Now there was a large party of Burgundian sympathisers in Nancy, and it was probably owing to their pressure that very strong links were at once forged between Charles and the new sovereign of the duchy. The apprehension lest the former should protect the land as he had the heritage of his namesake, little Charles of Guelders, was expressed by the timorous, but their counsels were overweighted, and, on October 15th, René accepted a treaty whose terms were very favourable to Burgundy. In exchange for being "protector,"—an office that the emperor had already been asked to change into suzerainty,—René cemented an alliance, offensive and defensive, with Charles, giving the latter full permission to march his forces across Lorraine. Further, he pledged himself to appoint as officials in all important places on the route "men bound by oath to the Duke of Burgundy." Yes, more, these were discharged from fidelity to Renè in case he abandoned Burgundian interests.
Yolande of Vaudemont endorsed these articles by adding her signature to that of her son. Charles feared, however, that the provisions might not be adhered to by the Lorrainers—so humiliating were the terms—and exacted in addition the signatures of the chief nobles. On November 18th, seventy-four of these gentlemen attested their approval of an act that practically delivered their land to a stranger,—evidence that they doubted the ability of their hereditary chief, and preferred Burgundy to France.
There is a story that Charles tried other methods than diplomacy, before he got the better of the young duke in this bargain, that he actually had him stolen away from the castle of Joinville where he was staying with his mother.[6] Louis promptly came forward and arrested a nephew of the emperor, a student in the University of Paris, and kept him as a hostage until the release of René. Rumour, too, asserts that there was a treaty of Joinville, wherein René asserted his friendship with Louis, which was intermitted by his relations with Charles, to be resumed later. That also seems to be improbable. The formal alliance with Louis did not come then, though the king took immediate care to build up a party in his behalf in Lorraine, and to keep himself informed of the progress of the new regime.
From Thionville, Charles journeyed on to Nancy, where he was welcomed by his protégé, outside the city walls, and the two rode in together as the duke and the emperor had entered Trèves.
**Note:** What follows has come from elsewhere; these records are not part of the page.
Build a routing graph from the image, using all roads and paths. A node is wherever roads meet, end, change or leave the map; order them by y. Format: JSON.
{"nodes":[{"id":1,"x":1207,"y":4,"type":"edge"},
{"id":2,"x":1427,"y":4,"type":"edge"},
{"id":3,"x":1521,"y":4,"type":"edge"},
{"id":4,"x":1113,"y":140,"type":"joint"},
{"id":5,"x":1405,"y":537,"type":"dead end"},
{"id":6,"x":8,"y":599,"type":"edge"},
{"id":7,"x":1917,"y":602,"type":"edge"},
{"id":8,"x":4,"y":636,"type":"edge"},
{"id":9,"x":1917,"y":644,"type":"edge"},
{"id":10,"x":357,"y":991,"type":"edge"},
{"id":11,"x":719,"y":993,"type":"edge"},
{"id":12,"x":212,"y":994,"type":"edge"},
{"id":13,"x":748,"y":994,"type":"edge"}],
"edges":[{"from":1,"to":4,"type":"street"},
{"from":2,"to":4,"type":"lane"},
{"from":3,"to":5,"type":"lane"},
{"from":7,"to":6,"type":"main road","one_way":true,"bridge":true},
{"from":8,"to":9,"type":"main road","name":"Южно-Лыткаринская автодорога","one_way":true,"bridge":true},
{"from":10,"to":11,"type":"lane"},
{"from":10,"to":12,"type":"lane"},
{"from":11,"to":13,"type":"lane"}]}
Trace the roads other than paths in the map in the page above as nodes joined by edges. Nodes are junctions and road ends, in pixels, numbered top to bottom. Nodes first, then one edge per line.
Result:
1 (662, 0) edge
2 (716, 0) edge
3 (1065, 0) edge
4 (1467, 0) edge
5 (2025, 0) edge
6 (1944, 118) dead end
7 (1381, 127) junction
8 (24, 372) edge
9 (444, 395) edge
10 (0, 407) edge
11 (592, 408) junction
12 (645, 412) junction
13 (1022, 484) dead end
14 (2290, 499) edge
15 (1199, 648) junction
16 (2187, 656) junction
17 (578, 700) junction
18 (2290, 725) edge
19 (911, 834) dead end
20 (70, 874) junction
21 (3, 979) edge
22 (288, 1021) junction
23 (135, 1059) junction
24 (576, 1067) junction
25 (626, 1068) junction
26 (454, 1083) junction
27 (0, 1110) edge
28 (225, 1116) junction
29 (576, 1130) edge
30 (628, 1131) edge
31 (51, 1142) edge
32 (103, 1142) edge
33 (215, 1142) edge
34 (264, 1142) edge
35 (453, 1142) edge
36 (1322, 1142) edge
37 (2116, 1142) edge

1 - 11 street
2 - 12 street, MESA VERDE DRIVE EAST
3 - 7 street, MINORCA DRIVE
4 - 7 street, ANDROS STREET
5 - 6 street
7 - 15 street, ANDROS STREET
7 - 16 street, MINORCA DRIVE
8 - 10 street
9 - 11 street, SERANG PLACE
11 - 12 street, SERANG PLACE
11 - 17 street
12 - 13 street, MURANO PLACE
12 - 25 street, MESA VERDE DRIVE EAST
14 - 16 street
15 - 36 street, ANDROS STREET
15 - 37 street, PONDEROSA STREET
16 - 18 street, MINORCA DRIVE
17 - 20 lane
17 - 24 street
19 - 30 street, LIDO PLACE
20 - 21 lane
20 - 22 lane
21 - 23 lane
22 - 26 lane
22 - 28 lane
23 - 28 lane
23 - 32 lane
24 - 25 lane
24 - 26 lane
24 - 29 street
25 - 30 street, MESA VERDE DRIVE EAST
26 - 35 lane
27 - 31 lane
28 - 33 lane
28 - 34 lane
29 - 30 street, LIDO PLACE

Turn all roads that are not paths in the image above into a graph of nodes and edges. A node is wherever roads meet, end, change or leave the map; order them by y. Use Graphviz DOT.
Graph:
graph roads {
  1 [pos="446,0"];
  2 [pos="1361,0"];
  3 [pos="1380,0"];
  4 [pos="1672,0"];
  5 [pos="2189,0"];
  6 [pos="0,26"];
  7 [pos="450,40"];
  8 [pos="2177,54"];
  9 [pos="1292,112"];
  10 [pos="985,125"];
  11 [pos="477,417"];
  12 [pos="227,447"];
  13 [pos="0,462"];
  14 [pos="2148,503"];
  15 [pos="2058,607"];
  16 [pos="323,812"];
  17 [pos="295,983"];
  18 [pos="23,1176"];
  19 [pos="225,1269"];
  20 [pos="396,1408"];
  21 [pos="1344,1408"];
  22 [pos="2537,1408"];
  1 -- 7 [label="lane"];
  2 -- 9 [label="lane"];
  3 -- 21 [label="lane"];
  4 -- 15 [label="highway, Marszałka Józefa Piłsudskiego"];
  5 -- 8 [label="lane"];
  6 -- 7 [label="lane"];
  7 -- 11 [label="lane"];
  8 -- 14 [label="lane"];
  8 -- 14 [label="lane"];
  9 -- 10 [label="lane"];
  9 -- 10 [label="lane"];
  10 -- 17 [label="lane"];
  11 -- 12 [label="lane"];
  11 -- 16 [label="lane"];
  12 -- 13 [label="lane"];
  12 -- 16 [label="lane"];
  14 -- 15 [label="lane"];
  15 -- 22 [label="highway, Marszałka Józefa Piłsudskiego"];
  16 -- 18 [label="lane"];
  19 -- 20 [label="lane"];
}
Charles had been so long keeping up a show of obsequiousness which he did not feel that, undoubtedly, he enjoyed again being the first personage.[7] He refused, however, to accept the young man's hospitality, and spent the two days of his sojourn in the house of a certain Malhortie, where he felt more at ease in his conferences with Lorrainers willing to proceed further to the disadvantage of their new sovereign.